La Presidenza parla di termini della Convenzione che non sarebbero stati rispettati, “disattesi e ignorati da chi mai e poi mai avrebbe dovuto farlo, soprattutto per la preziosa attività sociale e politica che svolge tra i nostri cittadini. Chi amministra un bene pubblico – seguita il testo – nonostante i pessimi esempi dati in passato da amministratori e politici, deve essere al di sopra di ogni sospetto e garantire equità di trattamento”.

La spiegazione del Municipio punta poi a fare chiarezza su quanto avvenuto nella sede di via Benedetto Croce nella mattinata di lunedì 24 ottobre, durante la seduta del Consiglio già raccontata anche dal nostro giornale: “La discussione su Casetta Rossa non era all’ordine del giorno della seduta del Consiglio, visti i più pressanti problemi a cui far fronte nella nostra “piccola città”. Ma siamo stati costretti ad abbandonare la nostra ricerca di soluzioni a causa dell’irruzione di alcuni sostenitori della A.P.S. Casetta Rossa che ci ha costretto a sospendere la seduta e ad abbandonare l’ordine del giorno stabilito”. La critica avanzata dalla presidenza è soprattutto relativa ai ‘modi’ della protesta messa in campo dagli attivisti, distanti “da un confronto democratico basato sui fatti e sulla sostanza e non su slogan o indebite pretese. Alla civiltà ed alla democrazia proposta dalla maggioranza veniva contrapposta la prepotenza di un’occupazione di un luogo istituzionale in un momento istituzionale. Nonostante tutto – prosegue la nota della Presidenza – per prevenire derive non volute a causa degli avvenimenti, il Presidente Pace ha riunito intorno ad un tavolo in un confronto democratico l’Ufficio Tecnico, il S.U.A.P., il Direttore di del Municipio, il Vice Presidente, l’Assessore alla Cultura, i Consiglieri di maggioranza e due rappresentanti di Casetta Rossa”.
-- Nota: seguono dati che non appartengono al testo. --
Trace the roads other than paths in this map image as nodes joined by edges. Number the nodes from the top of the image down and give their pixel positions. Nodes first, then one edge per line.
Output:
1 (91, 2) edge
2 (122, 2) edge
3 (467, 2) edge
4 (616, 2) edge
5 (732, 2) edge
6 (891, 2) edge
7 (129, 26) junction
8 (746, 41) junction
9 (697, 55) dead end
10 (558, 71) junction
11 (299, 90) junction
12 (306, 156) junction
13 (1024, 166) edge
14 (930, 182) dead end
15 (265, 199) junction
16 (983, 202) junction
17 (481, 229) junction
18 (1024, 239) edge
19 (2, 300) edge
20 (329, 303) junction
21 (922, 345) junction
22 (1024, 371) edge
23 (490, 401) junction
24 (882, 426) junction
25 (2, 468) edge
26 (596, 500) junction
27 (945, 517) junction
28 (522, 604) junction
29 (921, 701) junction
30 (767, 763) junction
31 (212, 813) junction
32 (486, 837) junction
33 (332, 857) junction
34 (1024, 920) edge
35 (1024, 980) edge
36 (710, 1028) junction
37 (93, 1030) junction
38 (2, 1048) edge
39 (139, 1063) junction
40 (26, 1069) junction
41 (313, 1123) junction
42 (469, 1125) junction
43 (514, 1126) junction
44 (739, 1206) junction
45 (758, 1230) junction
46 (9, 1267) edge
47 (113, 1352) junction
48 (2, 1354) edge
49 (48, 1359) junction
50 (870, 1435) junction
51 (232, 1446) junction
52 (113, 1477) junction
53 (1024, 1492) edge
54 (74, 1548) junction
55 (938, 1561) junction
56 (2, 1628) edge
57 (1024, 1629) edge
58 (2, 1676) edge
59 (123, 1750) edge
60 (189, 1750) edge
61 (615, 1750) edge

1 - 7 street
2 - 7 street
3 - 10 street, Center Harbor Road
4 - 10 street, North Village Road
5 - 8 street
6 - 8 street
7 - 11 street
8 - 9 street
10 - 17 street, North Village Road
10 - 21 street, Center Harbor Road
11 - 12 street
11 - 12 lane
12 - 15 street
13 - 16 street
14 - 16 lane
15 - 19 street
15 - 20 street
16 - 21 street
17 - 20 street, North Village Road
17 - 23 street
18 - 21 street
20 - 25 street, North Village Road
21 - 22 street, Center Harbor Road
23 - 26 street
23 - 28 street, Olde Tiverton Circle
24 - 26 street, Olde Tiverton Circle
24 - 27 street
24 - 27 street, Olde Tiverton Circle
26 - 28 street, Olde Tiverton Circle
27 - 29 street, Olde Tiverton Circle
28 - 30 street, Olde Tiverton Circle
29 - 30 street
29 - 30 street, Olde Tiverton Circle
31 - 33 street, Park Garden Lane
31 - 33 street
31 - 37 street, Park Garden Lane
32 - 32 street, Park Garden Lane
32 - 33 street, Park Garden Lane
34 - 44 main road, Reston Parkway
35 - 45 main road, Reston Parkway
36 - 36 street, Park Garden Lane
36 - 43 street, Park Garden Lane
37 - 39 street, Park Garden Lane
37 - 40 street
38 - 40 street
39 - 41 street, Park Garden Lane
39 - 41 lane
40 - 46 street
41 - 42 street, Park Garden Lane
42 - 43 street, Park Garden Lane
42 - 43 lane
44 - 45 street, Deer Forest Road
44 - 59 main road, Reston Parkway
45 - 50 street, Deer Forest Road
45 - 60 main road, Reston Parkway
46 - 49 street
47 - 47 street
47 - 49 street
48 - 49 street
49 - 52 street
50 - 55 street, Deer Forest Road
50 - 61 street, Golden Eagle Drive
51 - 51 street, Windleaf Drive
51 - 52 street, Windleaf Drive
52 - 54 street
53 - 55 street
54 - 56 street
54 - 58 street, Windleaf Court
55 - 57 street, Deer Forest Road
Durante l’incontro, oltre a ribadire “l’importanza di preservare l’esperienza di Casetta Rossa”, si è deciso di effettuare un sopralluogo tecnico all’interno dell’area, “come condizione da cui scaturirà la possibilità di una eventuale proroga di tre mesi”, anche a fronte delle “ripetute violazioni e inadempienze dei termini della Convenzione” descritte dal R.U.P. (Responsabile Unico del Procedimento) nella riunione.

In conclusione la Presidenza pone un giudizio su quanto avvenuto in queste settimane e spiega il metodo che l’amministrazione 5 Stelle intende portare avanti nelle assegnazioni di aree e locali all’associazionismo: “Si conferma che non s’intende lasciare un tesoro nelle mani di coloro che agiscono in barba agli accordi. Il Municipio VIII ha bisogno di interlocutori seri e affidabili, che rispettino le regole e che non si arroghino diritti di cui non sono titolari. Sentirsi superiori alle regole e ritenersi i migliori in assoluto significa discriminare di fatto tutte le altre realtà associative che operano con altrettanto valore sul territorio. Il Municipio VIII – conclude la nota – vuole tutelare l’esperienza di tutte le Associazioni che come Casetta Rossa svolgono un ruolo sociale, importante per la collettività purché sventoli la bandiera della legalità, del rispetto delle regole, del rispetto del confronto democratico e del bene comune e vengano esclusi personalismi e desideri di potere”.